1637276Pieces People Ask For — The Loves of a LifeGiuseppe Mazzini, translator not credited

THE LOVES OF A LIFE.

Love! Love is the flight of the soul towards God, towards the great, the sublime, and the beautiful, which are the shadow of God upon earth. Love your family, the partner of your life, those around you ready to share your joys and sorrows, the dead who were dear to you, and to whom you were dear. But let your love be the love taught you by Dante and by us,—the love of souls that aspire together, and do not grovel on the earth in search of a felicity which is not the destiny of the creature here to reach; do not yield to a delusion which inevitably would degrade you into egotism. To love, is to promise, and to receive a promise for the future. God has given us love, that the weary soul may give and receive support upon the way of life. It is a flower which springs up on the path of duty, but which cannot change its course. Purify, strengthen, and improve yourselves by loving. Ever act—even at the price of increasing her earthly trials—so that the sister soul united to your own may never need, here or elsewhere, to blush through you or for you. The time will come when from the height of a new life, embracing the whole past and comprehending its secret, you will smile together at the sorrows you have endured, the trials you have overcome.

Love your country. Your country is the land where your parents sleep, where is spoken that language in which the chosen of your heart, blushing, whispered the first word of love; it is the house that God has given you, that, by striving to perfect yourselves therein, you may prepare to ascend to him. It is your name, your glory, your sign among the peoples. Give to it your thought, your counsel, your blood. Raise it up, great and beautiful, as foretold by our great men. And see that you leave it uncontaminated by any trace of falsehood, or of servitude, unprofaned by dismemberment. Let it be one, as the thought of God. You are twenty-four millions of men, endowed with active, splendid faculties, with a tradition of glory the envy of the nations of Europe; an immense future is before you, your eyes are raised to the loveliest heaven, and around you smiles the loveliest land in Europe; you are encircled by the Alps and the sea, boundaries marked out by the finger of God for a people of giants. And you must be such, or nothing. Let not a man of that twenty-four millions remain excluded from the fraternal bond which shall join you together; let not a look be raised to that heaven, which is not that of a free man. Let Rome be the ark of your redemption, the temple of your nation. Has she not twice been the temple of the destinies of Europe? In Rome two extinct worlds, the Pagan and the Papal, meet each other like the double jewels of a diadem; and you must draw from thence a third world, greater than the other two. From Rome, the Holy City, the City of Love {Amor), the purest and wisest among you, elected by the vote, and strengthened by the inspiration, of a whole people, shall give forth the pact that shall unite us in one, and represent us in the future alliance of the peoples. Until then you have no country, or you have it contaminated.

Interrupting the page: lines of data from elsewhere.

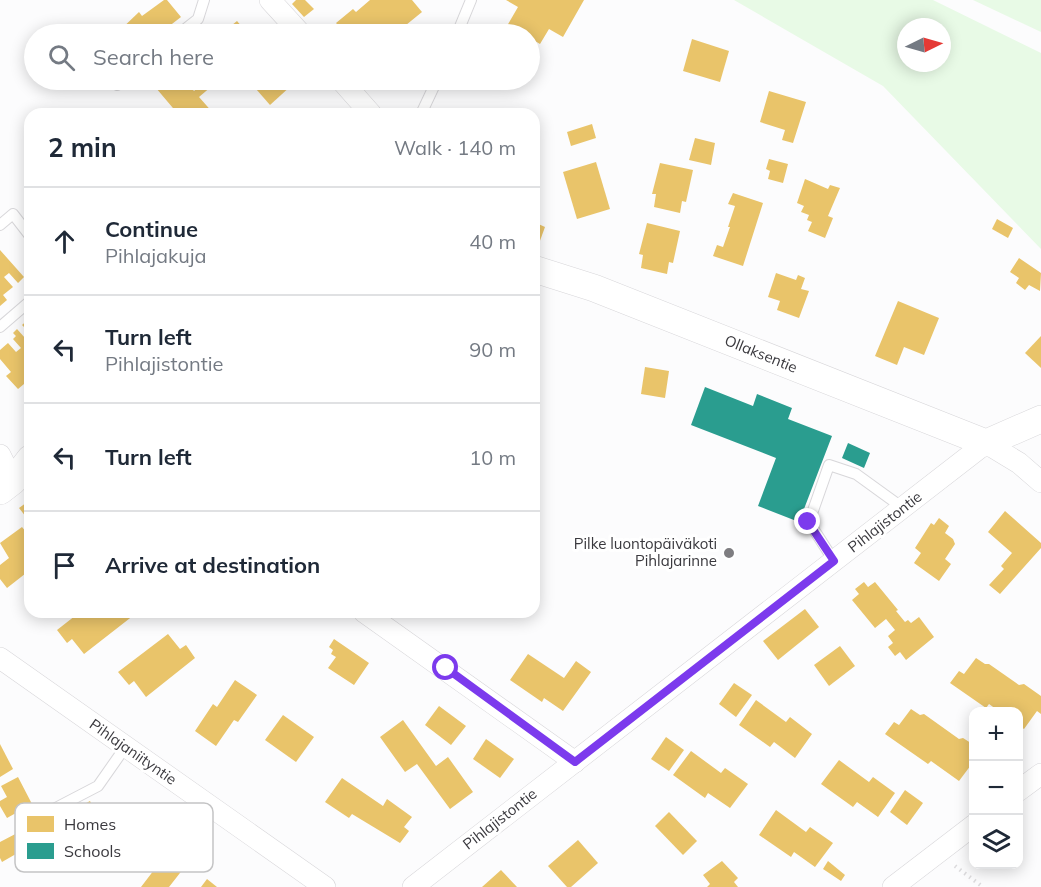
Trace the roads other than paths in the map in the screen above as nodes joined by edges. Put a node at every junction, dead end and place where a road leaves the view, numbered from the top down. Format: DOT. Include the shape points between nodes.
graph roads {
  1 [pos="204,0"];
  2 [pos="270,0"];
  3 [pos="471,0"];
  4 [pos="192,24"];
  5 [pos="292,24"];
  6 [pos="461,24"];
  7 [pos="350,90"];
  8 [pos="432,90"];
  9 [pos="366,108"];
  10 [pos="424,108"];
  11 [pos="0,225"];
  12 [pos="24,228"];
  13 [pos="540,271"];
  14 [pos="24,306"];
  15 [pos="0,327"];
  16 [pos="1041,419"];
  17 [pos="986,443"];
  18 [pos="0,455"];
  19 [pos="24,466"];
  20 [pos="1041,482"];
  21 [pos="6,486"];
  22 [pos="903,508"];
  23 [pos="834,561"];
  24 [pos="372,618"];
  25 [pos="0,658"];
  26 [pos="126,746"];
  27 [pos="575,762"];
  28 [pos="1041,774"];
  29 [pos="1023,787"];
  30 [pos="65,803"];
  31 [pos="206,803"];
  32 [pos="213,808"];
  33 [pos="969,829"];
  34 [pos="325,887"];
  35 [pos="413,887"];
  36 [pos="893,887"];
  1 -- 4 [label="lane" via="198,19"];
  2 -- 5 [label="street"];
  3 -- 6 [label="lane"];
  7 -- 9 [label="street"];
  8 -- 10 [label="lane"];
  11 -- 12 [label="lane" via="13,214"];
  13 -- 17 [label="street, Ollaksentie" via="594,288"];
  14 -- 15 [label="lane"];
  16 -- 17 [label="street"];
  17 -- 20 [label="street" via="1019,462"];
  17 -- 22 [label="street, Pihlajistontie"];
  18 -- 21 [label="street"];
  19 -- 21 [label="street"];
  22 -- 23 [label="street, Pihlajistontie"];
  22 -- 23 [label="lane" via="856,474 829,465 808,522"];
  23 -- 27 [label="street, Pihlajistontie"];
  24 -- 27 [label="street"];
  25 -- 26 [label="street, Pihlajaniityntie"];
  26 -- 30 [label="lane" via="98,786"];
  26 -- 31 [label="street, Pihlajaniityntie"];
  27 -- 35 [label="street, Pihlajistontie"];
  28 -- 29 [label="street"];
  32 -- 34 [label="street, Pihlajaniityntie"];
  33 -- 36 [label="street"];
}
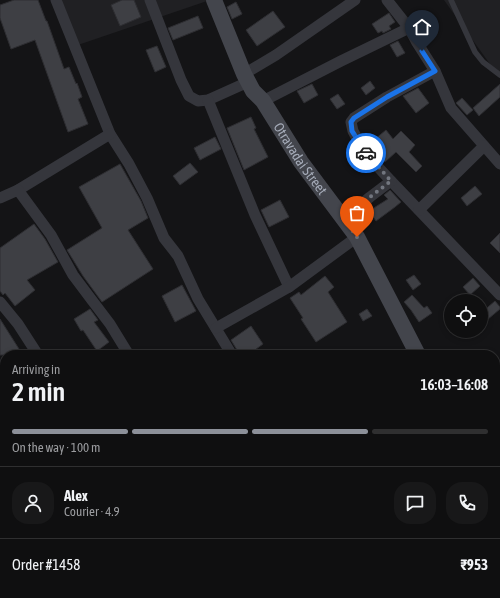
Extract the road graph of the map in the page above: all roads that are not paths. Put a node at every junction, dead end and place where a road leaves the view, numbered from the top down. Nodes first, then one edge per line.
1 (56, 0) edge
2 (150, 0) edge
3 (214, 0) edge
4 (355, 0) edge
5 (387, 0) edge
6 (451, 0) edge
7 (409, 28) junction
8 (435, 71) junction
9 (500, 76) edge
10 (246, 78) junction
11 (208, 100) junction
12 (263, 101) junction
13 (110, 134) junction
14 (484, 146) junction
15 (500, 164) edge
16 (391, 181) junction
17 (18, 190) junction
18 (0, 198) edge
19 (419, 210) junction
20 (344, 219) junction
21 (357, 237) junction
22 (289, 286) junction
23 (500, 295) edge
24 (0, 302) edge
25 (216, 328) junction
26 (35, 350) edge
27 (126, 350) edge
28 (229, 350) edge
29 (415, 350) edge

1 - 13 street
2 - 11 street
3 - 10 street, Otravadai Street
4 - 10 street
5 - 7 street
6 - 9 lane
7 - 8 street
7 - 12 street
8 - 14 street
8 - 16 street
10 - 11 street
10 - 12 street, Otravadai Street
11 - 22 street
12 - 20 street, Otravadai Street
13 - 17 street
13 - 25 street
14 - 15 street
14 - 19 street
16 - 19 street
16 - 20 street
17 - 18 street
17 - 27 street
19 - 23 street
20 - 21 street, Otravadai Street
21 - 22 street
21 - 29 street, Otravadai Street
22 - 25 street
24 - 26 street
25 - 28 street

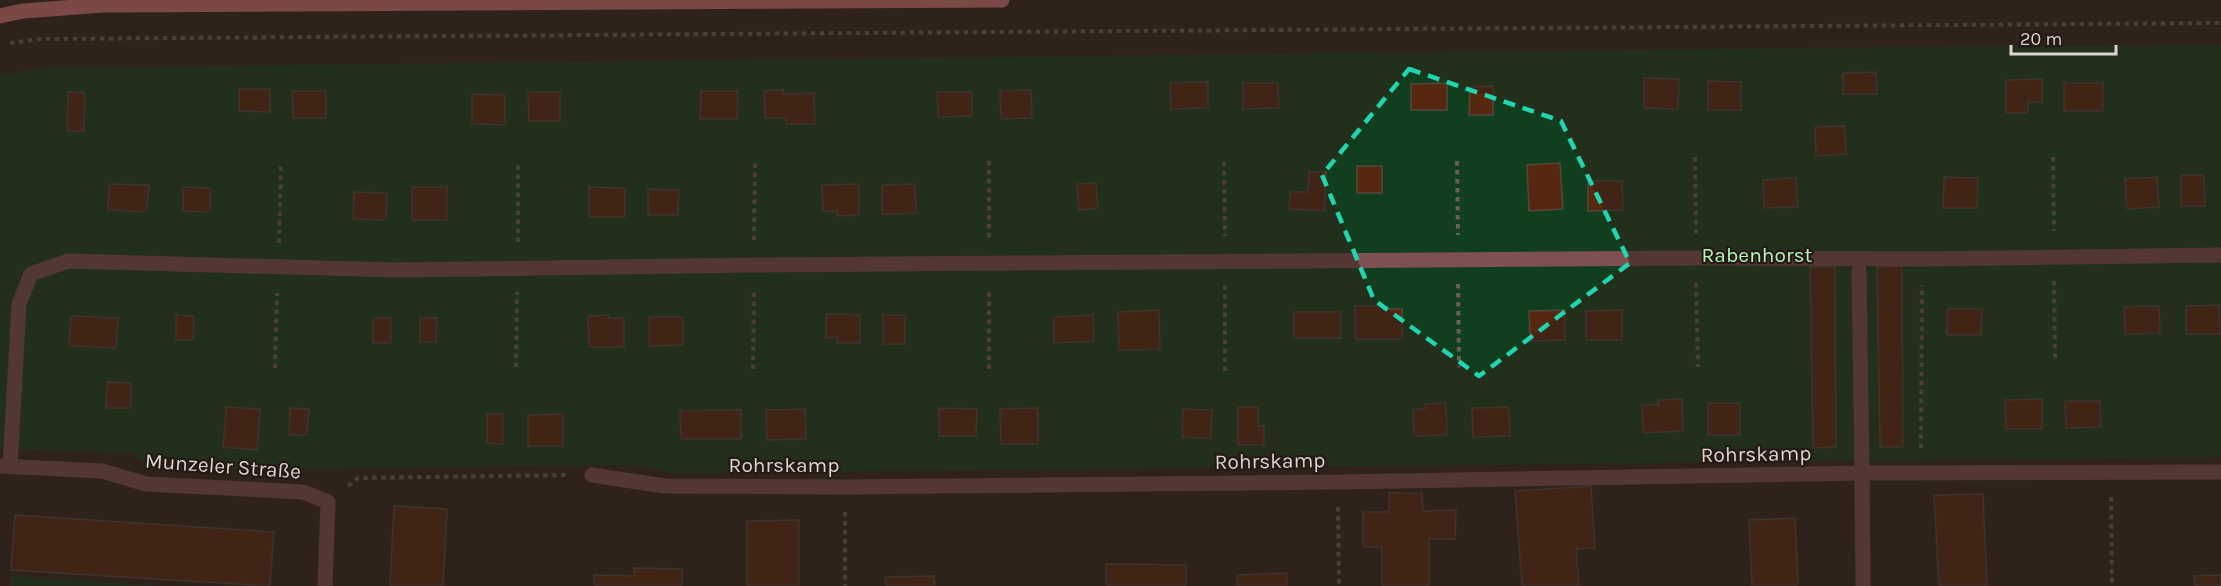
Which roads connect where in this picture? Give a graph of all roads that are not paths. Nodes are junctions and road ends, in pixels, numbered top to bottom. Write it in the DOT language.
graph roads {
  1 [pos="1002,0"];
  2 [pos="0,16"];
  3 [pos="2221,255"];
  4 [pos="1859,271"];
  5 [pos="5,466"];
  6 [pos="2221,472"];
  7 [pos="1862,473"];
  8 [pos="592,475"];
  9 [pos="325,586"];
  10 [pos="1863,586"];
  1 -- 2 [label="main road"];
  3 -- 5 [label="street"];
  4 -- 7 [label="street"];
  5 -- 9 [label="street, Munzeler Straße"];
  6 -- 7 [label="street, Rohrskamp"];
  7 -- 8 [label="street, Rohrskamp"];
  7 -- 10 [label="street"];
}
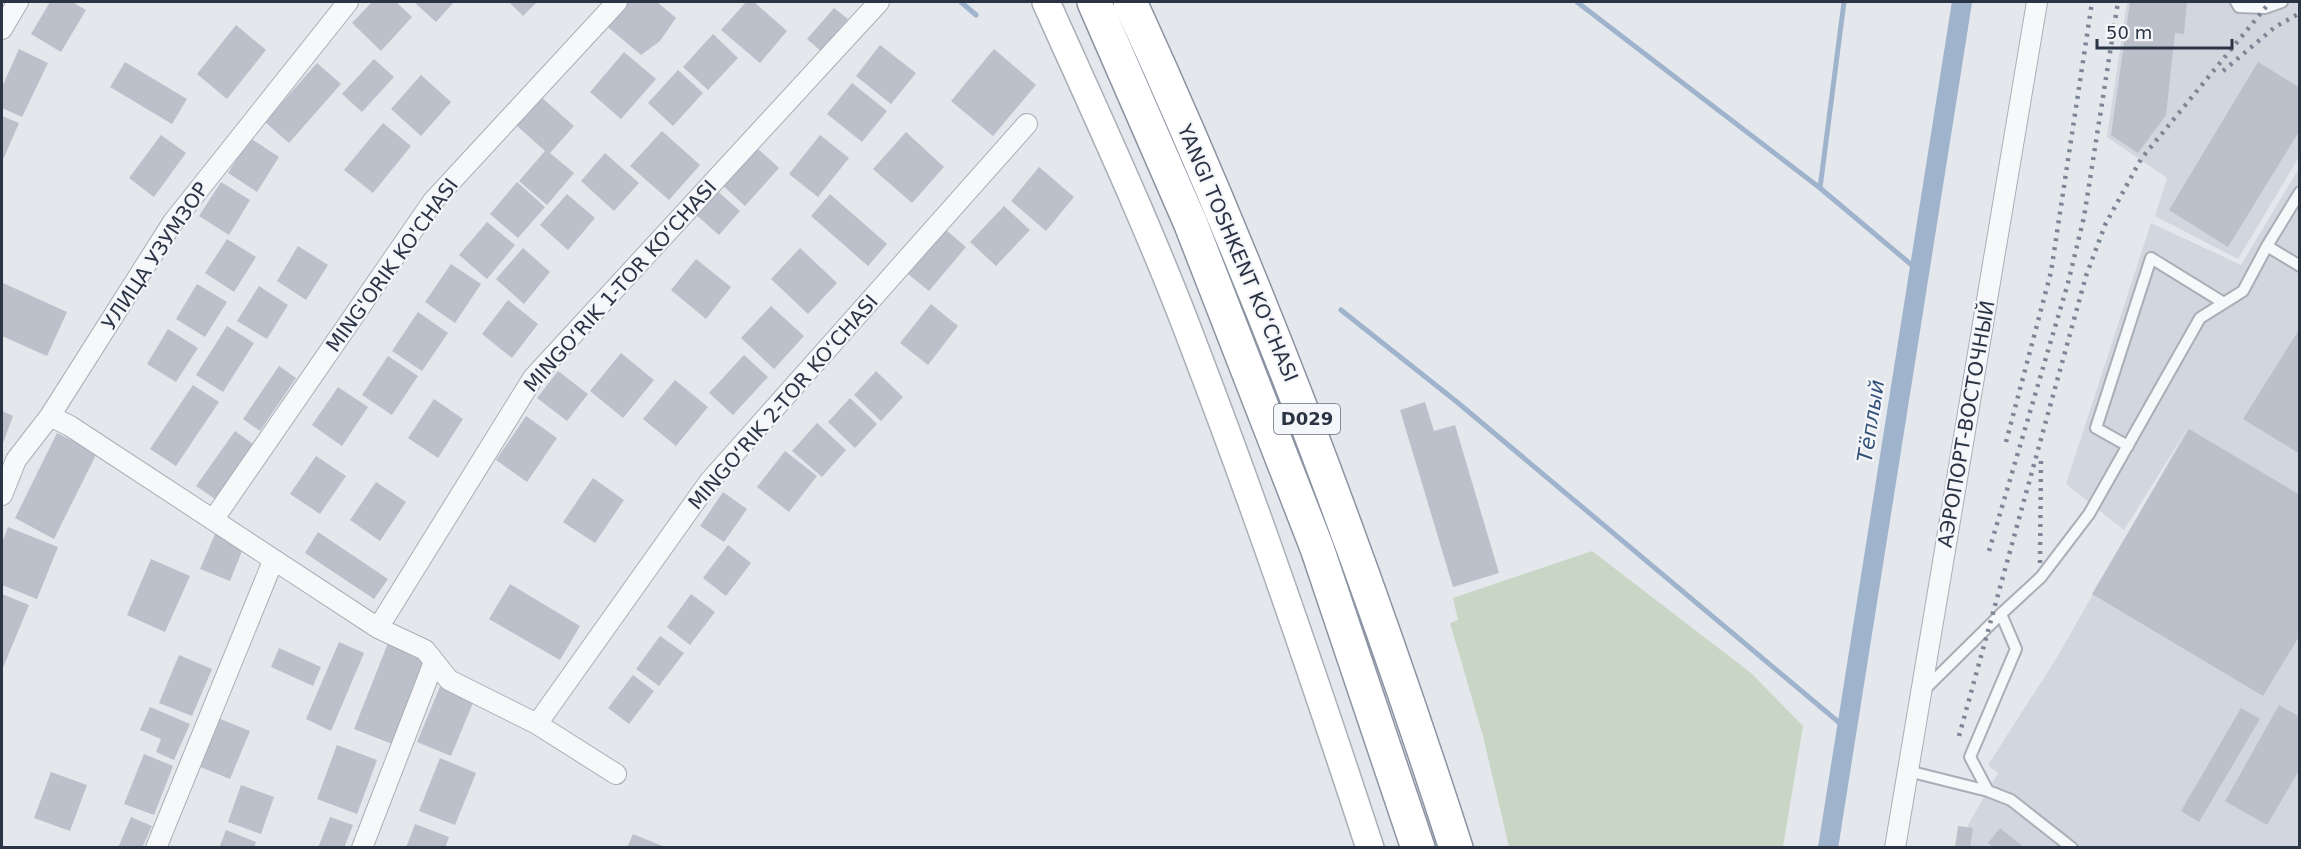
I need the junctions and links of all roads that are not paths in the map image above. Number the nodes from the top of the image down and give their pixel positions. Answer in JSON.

Love humanity. You can only ascertain your own mission from the aim placed by God before humanity at large. God has given you your country as cradle, humanity as mother, and you can only love your brethren of the cradle in loving your common mother. Beyond the Alps, beyond the sea, are other peoples, now fighting, or preparing to fight, the holy fight of independence, of nationality, of liberty: other peoples striving by different routes to reach the same goal,— improvement, association, and the foundation of an authority which shall put an end to moral anarchy, and link again earth to heaven, and which mankind may love and obey without remorse or shame. Unite with them, they will unite with you. Do not invoke their aid where your single arm can suffice to conquer; but say to them, that the hour will shortly sound for a terrible struggle between right and blind force, and that in that hour you will ever be found with those who have raised the same banner as yourselves.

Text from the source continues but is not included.